┌──
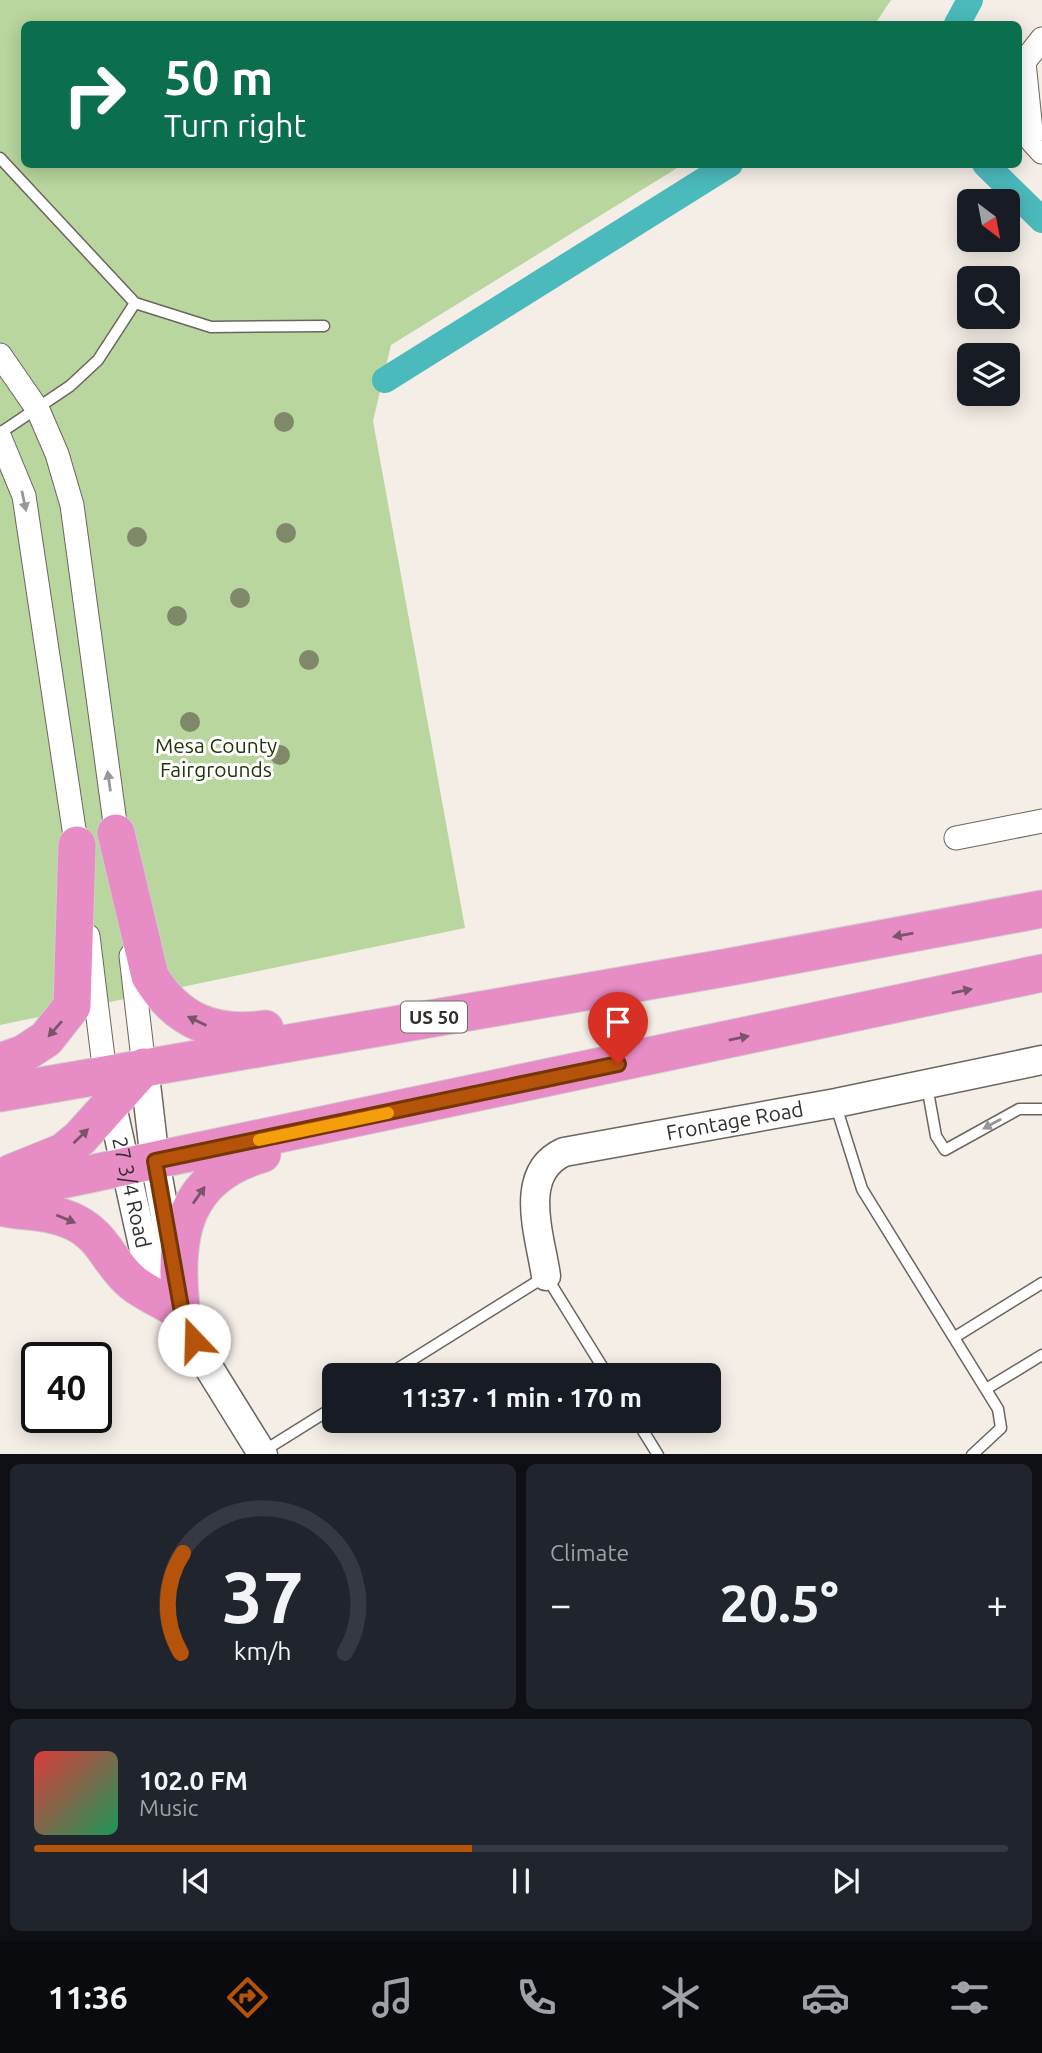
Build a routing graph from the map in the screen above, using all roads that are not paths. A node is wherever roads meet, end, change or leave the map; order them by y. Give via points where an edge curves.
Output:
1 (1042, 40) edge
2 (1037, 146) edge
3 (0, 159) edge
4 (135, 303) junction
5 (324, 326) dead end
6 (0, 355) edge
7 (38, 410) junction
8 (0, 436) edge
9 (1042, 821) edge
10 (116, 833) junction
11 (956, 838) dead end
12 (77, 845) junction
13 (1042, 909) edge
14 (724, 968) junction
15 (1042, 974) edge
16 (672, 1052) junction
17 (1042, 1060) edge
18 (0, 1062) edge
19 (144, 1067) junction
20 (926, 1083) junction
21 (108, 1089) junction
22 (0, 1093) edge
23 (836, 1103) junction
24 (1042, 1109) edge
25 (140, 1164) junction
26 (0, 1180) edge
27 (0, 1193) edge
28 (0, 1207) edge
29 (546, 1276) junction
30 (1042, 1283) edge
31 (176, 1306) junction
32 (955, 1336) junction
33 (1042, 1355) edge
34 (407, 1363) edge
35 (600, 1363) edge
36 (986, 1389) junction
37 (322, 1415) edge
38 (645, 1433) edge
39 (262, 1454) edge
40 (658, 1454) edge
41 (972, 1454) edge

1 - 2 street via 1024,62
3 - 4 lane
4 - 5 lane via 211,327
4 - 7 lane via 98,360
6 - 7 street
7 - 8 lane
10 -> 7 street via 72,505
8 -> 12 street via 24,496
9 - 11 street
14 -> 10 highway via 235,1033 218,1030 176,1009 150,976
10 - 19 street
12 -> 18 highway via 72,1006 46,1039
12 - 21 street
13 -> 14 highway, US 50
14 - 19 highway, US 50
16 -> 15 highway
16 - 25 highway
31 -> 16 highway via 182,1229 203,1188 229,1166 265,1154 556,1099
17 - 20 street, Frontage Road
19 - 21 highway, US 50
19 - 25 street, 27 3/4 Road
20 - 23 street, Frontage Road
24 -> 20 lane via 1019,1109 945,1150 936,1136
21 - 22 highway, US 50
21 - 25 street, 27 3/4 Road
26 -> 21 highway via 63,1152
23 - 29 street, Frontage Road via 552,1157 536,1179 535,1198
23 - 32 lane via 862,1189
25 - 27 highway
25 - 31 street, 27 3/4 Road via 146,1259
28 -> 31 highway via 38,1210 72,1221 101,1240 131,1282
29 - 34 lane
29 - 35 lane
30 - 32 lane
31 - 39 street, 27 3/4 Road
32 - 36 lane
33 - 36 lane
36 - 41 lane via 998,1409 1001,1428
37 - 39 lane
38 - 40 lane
└──
┌──
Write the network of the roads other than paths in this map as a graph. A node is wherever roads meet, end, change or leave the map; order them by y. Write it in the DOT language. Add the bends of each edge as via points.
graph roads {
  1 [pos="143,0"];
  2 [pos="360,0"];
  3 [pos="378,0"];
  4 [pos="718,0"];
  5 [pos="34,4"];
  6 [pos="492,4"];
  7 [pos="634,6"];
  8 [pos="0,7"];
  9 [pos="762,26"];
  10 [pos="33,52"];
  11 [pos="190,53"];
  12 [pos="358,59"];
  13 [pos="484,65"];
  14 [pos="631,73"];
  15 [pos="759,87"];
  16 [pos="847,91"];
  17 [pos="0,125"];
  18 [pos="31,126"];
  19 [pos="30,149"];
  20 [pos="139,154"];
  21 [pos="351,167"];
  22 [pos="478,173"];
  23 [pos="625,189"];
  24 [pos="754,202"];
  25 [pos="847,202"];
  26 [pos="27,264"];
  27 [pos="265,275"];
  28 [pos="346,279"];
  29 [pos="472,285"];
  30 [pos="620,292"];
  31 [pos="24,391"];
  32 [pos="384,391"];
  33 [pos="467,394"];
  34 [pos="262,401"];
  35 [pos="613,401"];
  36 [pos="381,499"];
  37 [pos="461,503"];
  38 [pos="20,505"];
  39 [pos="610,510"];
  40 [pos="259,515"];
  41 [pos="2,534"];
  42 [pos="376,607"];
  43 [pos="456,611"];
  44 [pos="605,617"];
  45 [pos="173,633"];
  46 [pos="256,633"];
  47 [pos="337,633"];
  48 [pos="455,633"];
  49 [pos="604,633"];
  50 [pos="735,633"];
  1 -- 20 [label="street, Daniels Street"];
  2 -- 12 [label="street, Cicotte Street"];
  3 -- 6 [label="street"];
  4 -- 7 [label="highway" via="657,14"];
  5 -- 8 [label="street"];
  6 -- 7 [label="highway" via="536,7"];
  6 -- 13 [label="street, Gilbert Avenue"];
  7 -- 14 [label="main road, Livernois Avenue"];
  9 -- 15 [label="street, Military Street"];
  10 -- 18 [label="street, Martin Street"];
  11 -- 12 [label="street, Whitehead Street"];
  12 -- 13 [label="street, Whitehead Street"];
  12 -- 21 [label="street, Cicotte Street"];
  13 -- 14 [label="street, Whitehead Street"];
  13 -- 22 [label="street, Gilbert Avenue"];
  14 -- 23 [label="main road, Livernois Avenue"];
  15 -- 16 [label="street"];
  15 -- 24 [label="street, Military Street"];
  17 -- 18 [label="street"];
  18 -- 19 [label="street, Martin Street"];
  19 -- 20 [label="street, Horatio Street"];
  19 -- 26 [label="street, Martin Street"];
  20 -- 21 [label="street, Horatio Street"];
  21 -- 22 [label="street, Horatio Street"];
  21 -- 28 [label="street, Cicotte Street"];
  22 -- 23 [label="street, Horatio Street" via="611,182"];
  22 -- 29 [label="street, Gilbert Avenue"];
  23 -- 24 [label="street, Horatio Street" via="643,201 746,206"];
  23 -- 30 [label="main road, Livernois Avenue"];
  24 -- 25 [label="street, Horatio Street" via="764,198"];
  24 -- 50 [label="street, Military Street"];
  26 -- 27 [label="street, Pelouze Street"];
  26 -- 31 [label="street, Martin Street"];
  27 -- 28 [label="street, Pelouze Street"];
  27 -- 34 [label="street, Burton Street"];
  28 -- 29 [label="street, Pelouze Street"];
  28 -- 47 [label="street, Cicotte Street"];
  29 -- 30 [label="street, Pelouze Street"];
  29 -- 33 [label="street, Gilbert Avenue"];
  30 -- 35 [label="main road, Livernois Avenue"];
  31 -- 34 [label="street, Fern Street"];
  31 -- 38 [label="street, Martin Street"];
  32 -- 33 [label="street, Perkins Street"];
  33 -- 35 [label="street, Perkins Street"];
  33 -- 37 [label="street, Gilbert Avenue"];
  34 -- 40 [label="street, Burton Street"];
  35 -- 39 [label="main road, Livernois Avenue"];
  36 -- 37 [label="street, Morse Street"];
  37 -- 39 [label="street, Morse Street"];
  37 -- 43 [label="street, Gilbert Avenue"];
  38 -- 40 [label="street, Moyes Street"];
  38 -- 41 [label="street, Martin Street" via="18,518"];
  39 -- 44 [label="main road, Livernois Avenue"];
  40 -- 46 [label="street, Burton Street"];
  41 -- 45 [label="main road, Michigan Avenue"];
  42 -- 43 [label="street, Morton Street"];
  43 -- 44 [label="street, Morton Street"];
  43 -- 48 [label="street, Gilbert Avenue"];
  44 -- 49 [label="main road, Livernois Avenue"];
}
└──
Lines holding "meet" in the listing above: report how many there are, with the number alone.

2